If the reader has not long given up any illusionist receptive stance towards this narrative, the following details on the lack of a nose, of arms and of legs will make him do so. Any trust in the imaginarily authentic descriptions presented by the narrator is now suspended, removing one of the most important necessities for the functioning of fictional speech. Attention is diverted away from the text’s pretended reference to its argumentative and lingual structure. Instead, we focus on the seriality of the gradual destruction of the protagonist’s body. Ignoring its uncommon topic, we find that the text has already acquired a high degree of structural predictability in the course of very few lines: The reader is hardly surprised by the continued enumeration18 of lacking body parts. Even the fact that the lack of stomach, back, spine and innards destroys any kind of probability as to the protagonist’s existence is of secondary importance compared to the rule of the series. Instead, we experience the incoherence in that series (the heterogeneity of the organs, organic complexes, extremities etc.) as well as its redundancy (the lack of a back already implies a lack of spine).

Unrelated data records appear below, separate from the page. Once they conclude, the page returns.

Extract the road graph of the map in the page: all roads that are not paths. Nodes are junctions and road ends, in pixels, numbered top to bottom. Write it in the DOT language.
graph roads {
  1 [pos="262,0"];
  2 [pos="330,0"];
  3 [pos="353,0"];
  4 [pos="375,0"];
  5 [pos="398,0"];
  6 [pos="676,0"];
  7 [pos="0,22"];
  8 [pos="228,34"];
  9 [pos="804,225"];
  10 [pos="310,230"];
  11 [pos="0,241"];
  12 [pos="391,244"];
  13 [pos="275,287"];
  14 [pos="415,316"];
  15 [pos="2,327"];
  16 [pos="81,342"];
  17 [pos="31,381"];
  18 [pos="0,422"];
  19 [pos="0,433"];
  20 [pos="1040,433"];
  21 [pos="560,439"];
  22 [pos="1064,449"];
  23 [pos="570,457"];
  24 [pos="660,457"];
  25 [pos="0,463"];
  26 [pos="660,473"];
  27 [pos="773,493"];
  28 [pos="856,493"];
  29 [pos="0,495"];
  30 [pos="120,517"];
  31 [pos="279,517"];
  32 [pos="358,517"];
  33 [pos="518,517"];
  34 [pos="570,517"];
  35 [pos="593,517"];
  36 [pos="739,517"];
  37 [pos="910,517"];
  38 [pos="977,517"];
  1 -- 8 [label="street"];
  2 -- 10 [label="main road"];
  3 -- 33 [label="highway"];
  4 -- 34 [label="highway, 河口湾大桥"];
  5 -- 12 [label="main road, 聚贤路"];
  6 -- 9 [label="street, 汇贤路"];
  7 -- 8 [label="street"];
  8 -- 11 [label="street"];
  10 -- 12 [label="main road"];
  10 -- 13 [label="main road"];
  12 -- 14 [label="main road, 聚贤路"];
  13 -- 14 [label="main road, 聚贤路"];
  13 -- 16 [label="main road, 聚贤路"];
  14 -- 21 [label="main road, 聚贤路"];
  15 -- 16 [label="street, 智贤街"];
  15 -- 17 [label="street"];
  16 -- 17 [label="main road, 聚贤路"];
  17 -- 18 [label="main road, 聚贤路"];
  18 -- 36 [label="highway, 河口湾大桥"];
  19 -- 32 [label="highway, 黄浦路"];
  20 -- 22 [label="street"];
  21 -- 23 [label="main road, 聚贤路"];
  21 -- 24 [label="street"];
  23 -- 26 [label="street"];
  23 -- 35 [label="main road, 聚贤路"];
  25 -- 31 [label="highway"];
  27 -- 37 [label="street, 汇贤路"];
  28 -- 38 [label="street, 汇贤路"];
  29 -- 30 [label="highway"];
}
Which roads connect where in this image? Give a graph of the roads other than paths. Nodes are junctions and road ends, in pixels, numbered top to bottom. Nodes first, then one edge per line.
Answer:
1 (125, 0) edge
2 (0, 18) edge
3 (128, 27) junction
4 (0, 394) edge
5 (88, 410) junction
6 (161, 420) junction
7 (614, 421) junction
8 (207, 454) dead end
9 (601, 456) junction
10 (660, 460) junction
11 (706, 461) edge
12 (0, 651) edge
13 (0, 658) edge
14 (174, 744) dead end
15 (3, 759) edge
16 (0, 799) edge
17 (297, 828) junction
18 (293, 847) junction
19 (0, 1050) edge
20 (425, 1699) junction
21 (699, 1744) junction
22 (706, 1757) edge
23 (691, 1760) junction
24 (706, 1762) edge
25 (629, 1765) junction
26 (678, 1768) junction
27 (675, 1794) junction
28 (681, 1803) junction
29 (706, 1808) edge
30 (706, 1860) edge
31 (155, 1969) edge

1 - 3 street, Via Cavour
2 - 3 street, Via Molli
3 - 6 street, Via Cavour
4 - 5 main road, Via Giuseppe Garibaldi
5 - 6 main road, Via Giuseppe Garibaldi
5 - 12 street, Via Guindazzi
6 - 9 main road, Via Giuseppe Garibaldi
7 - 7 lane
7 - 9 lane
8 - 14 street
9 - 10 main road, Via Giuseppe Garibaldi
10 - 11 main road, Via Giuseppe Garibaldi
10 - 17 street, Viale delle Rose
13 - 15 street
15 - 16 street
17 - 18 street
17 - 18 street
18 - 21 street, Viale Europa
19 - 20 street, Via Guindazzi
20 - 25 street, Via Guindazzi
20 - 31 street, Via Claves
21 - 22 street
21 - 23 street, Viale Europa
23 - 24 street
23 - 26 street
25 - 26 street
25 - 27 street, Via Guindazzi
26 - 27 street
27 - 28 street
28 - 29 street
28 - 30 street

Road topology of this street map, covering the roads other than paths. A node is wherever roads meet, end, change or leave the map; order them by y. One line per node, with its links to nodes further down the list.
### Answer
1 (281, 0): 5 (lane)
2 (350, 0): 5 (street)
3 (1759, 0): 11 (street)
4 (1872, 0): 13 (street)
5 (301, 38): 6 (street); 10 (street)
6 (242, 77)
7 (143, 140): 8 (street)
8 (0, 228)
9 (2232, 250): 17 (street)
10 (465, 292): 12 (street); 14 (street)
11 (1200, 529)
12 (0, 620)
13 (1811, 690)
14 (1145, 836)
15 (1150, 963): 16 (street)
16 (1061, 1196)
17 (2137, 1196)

The exclamation “He had nothing at all!” abruptly marks a limit to this series. It surprises us with an emotional participation on the part of the narrator, who is apparently beginning to notice the outrageous quality of his own report. As if suddenly awakened from the semi-conscious mechanical enumeration of his series, he regains some common sense. In this case, that means that he recurs to that basic convention of the narrative that demands that a protagonist be traceable somehow, that is, he must be describable: “Therefore there’s no knowing whom we are even talking about.” While this auto-reflexive remark contributes to the anti-illusionist quality of the text, it yet reinstitutes the narrative function itself. The reader can draw hope once more that the narrator might know what he is doing and what is expected from an acceptable narrative. At least given some non-realistic framework, e.g. that of phantastic literature, narrations involving such incorporal protagonists might yet be conceivable.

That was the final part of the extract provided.